Mit der Neuregelung der Zusatzbeiträge fällt ab 2011 die bisherige Deckelung auf ein Prozent des Arbeitnehmereinkommens bis zur Beitragsbemessungsgrenze von 3.750 Euro. Der Kompromissvorschlag sieht vor, dass die Krankenkassen den Zusatzbeitrag ab 2011 ohne jede Begrenzung erhöhen können. Darüber sollen nach dem Willen der Regierungskoalition die mittelfristig erwarteten Kostensteigerungen im Gesundheitswesen von jährlich zwei bis drei Prozent finanziert werden. Der paritätische Einheitsbeitrag soll damit faktisch für die nächsten Jahre auf 15,5 Prozent festgeschrieben werden und nicht weiter steigen.

Übersteigt der Zusatzbeitrag jedoch zwei Prozent des Brutto-Arbeitnehmereinkommens soll ein Sozialausgleich greifen. Der Kompromissvorschlag für die abschließende Koalitionsrunde sieht nach DAZ.online-Informationen folgende Regelung vor: Der zwei Prozent überschreitende Betrag des Zusatzbeitrages soll vom Arbeitgeber automatisch wieder vom gesetzlichen 8,2-prozentigen Arbeitnehmeranteil am Einheitsbeitrag abgezogen werden. Damit wird der Zusatzbeitrag für die Arbeitnehmer faktisch bei zwei Prozent gedeckelt.

Ein Beispiel: Eine Kasse verlangt von einem Arbeitnehmer mit 2.000 Euro monatlichem Bruttoverdienst einen Zusatzbeitrag von 44 Euro. Damit übersteigt der Zusatzbeitrag die „Sozialgrenze“ um vier Euro. Diese vier Euro werden vom gesetzlichen Arbeitnehmeranteil (8,2 Prozent = 164 Euro) wieder abgezogen. Statt 164 Euro zahlt dieser Arbeitnehmer also nur 160 Euro Einheitsbeitrag in den Gesundheitsfonds.

Durch diese komplizierte Regelung soll der Anreiz für Arbeitnehmer gestärkt werden, bei erwarteten weiteren Erhöhungen des Zusatzbeitrages durch einzelne Krankenkassen in eine preiswertere Kasse zu wechseln. Die durch die faktische Kappung dem Gesundheitsfonds fehlenden Gelder sollen aus Steuermitteln erstattet werden.

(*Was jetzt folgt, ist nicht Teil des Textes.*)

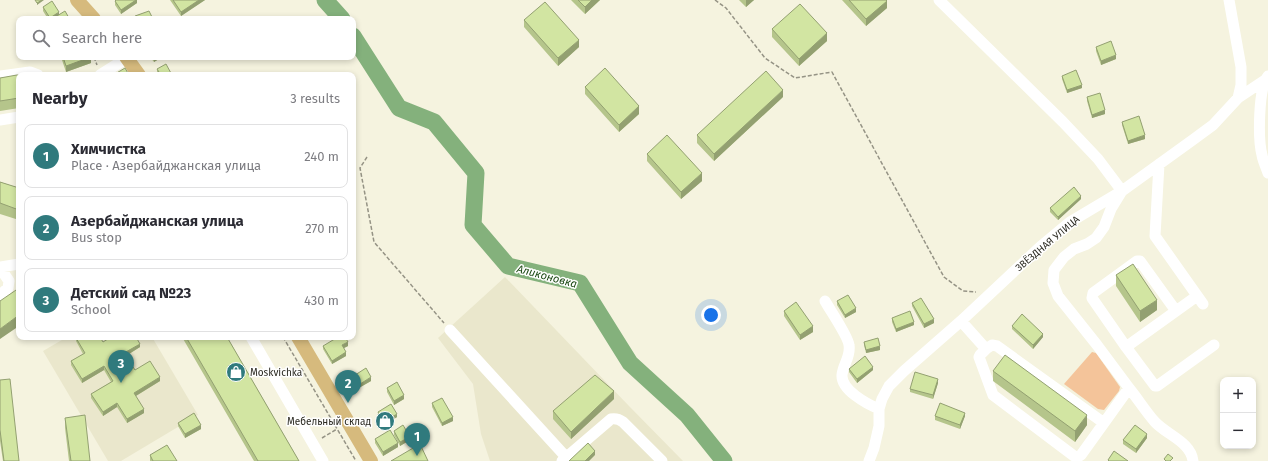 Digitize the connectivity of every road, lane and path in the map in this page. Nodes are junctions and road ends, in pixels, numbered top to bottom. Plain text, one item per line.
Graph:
1 (77, 0) edge
2 (716, 0) edge
3 (939, 0) edge
4 (1228, 0) edge
5 (91, 16) edge
6 (124, 60) edge
7 (128, 60) edge
8 (105, 72) edge
9 (137, 72) edge
10 (16, 74) edge
11 (0, 76) edge
12 (1267, 78) edge
13 (1238, 98) junction
14 (1264, 100) edge
15 (16, 117) edge
16 (0, 120) edge
17 (367, 157) dead end
18 (1159, 164) junction
19 (1268, 173) edge
20 (1122, 191) junction
21 (16, 265) edge
22 (0, 268) edge
23 (990, 294) junction
24 (0, 295) edge
25 (825, 301) dead end
26 (1176, 311) junction
27 (961, 321) junction
28 (450, 330) joint
29 (253, 340) edge
30 (285, 340) edge
31 (300, 340) edge
32 (1214, 345) dead end
33 (1126, 347) junction
34 (986, 349) junction
35 (1129, 388) junction
36 (879, 409) junction
37 (1104, 423) junction
38 (337, 429) junction
39 (313, 444) junction
40 (564, 459) edge
41 (323, 461) edge
42 (356, 461) edge
43 (371, 461) edge
44 (662, 461) edge
45 (869, 461) edge
46 (1193, 461) edge

1 - 5 main road
2 - 23 path
3 - 20 street
4 - 13 street
6 - 8 street
7 - 9 main road
10 - 11 street
12 - 13 street, ЗВЁЗДНАЯ УЛИЦА
12 - 14 street
13 - 18 street, ЗВЁЗДНАЯ УЛИЦА
14 - 19 street
15 - 16 street
17 - 28 path
18 - 20 street, ЗВЁЗДНАЯ УЛИЦА
18 - 26 street
20 - 23 street, ЗВЁЗДНАЯ УЛИЦА
20 - 35 street
21 - 22 street
22 - 24 street
23 - 27 street, ЗВЁЗДНАЯ УЛИЦА
25 - 36 street
26 - 33 street
26 - 33 street
27 - 34 street
27 - 36 street, ЗВЁЗДНАЯ УЛИЦА
28 - 40 street
29 - 39 street
30 - 38 path
31 - 43 main road
32 - 33 street
34 - 37 street
34 - 37 street
35 - 37 street
35 - 46 street
36 - 45 street, ЗВЁЗДНАЯ УЛИЦА
38 - 39 path
38 - 42 path
39 - 41 street
40 - 44 street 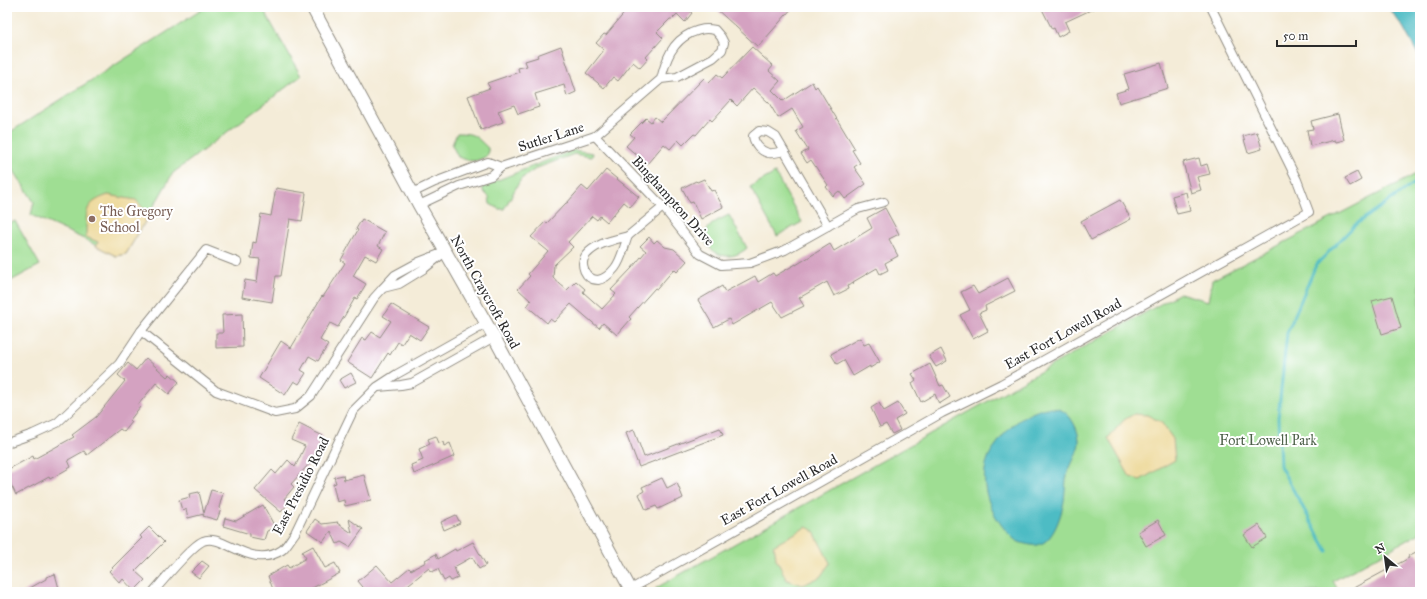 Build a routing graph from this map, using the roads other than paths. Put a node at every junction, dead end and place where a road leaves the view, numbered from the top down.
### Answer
1 (312, 7) edge
2 (1211, 7) edge
3 (661, 79) junction
4 (595, 136) junction
5 (784, 151) dead end
6 (501, 167) junction
7 (412, 193) junction
8 (884, 202) dead end
9 (419, 205) junction
10 (663, 207) junction
11 (828, 226) junction
12 (628, 236) junction
13 (445, 252) junction
14 (237, 262) dead end
15 (486, 324) junction
16 (141, 332) junction
17 (494, 337) junction
18 (377, 387) junction
19 (7, 443) edge
20 (632, 590) edge
21 (154, 592) edge

1 - 7 main road, North Craycroft Road
2 - 20 street, East Fort Lowell Road
3 - 3 street, Sutler Lane
3 - 4 street, Sutler Lane
4 - 6 street, Sutler Lane
4 - 10 street, Binghampton Drive
5 - 11 street
6 - 7 street, Sutler Lane
6 - 9 street, Sutler Lane
7 - 9 main road, North Craycroft Road
8 - 11 street, Binghampton Drive
9 - 13 main road, North Craycroft Road
10 - 11 street, Binghampton Drive
10 - 12 street
12 - 12 street
13 - 15 main road, North Craycroft Road
13 - 16 street
14 - 16 street
15 - 17 main road, North Craycroft Road
15 - 18 street, East Presidio Road
16 - 19 street
17 - 18 street
17 - 20 main road, North Craycroft Road
18 - 21 street, East Presidio Road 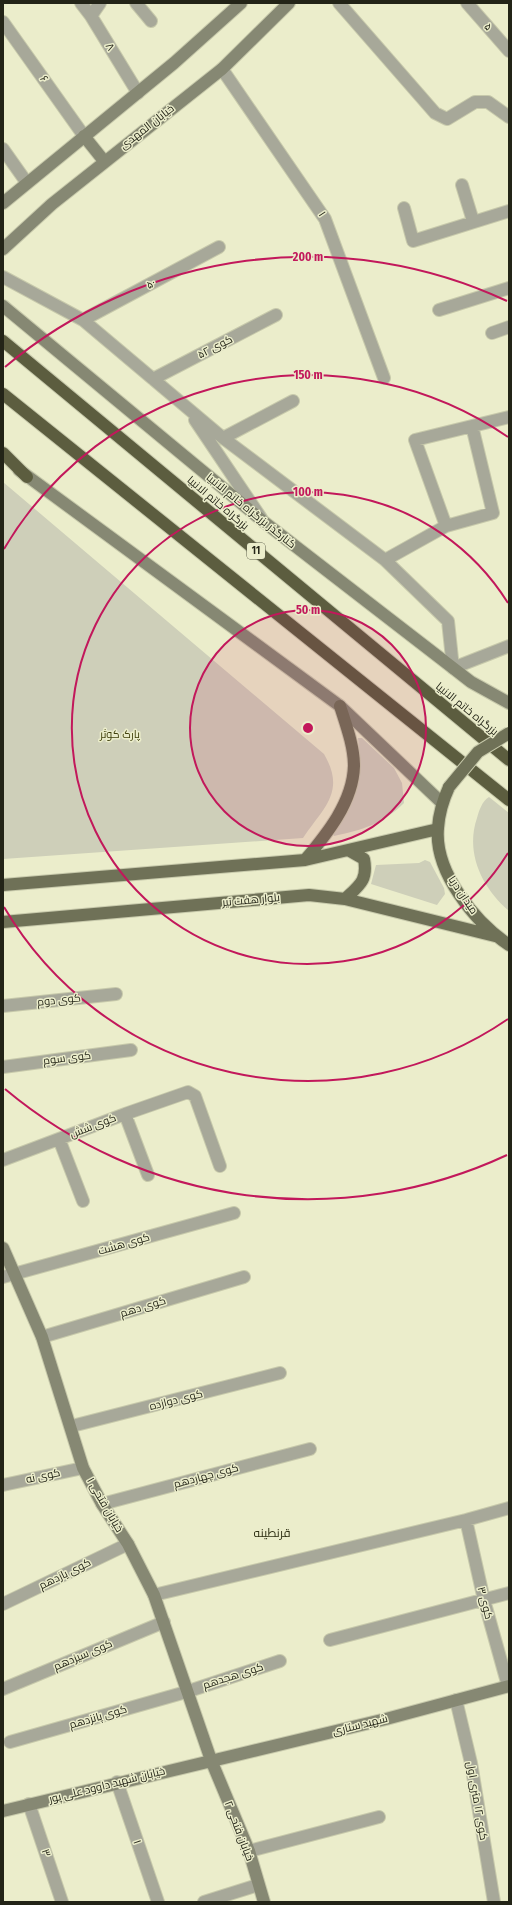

Um 9.00 Uhr treffen sich am Dienstag die Partei- und Fraktionschefs zur abschließenden Spitzenrunde. Im Anschluss soll Bundesgesundheitsminister Philipp Rösler (FDP) den komplizierten Kompromiss zunächst den Fraktionen von CDU/CSU und FDP erläutern. Erst danach ist eine Information der Öffentlichkeit vorgesehen.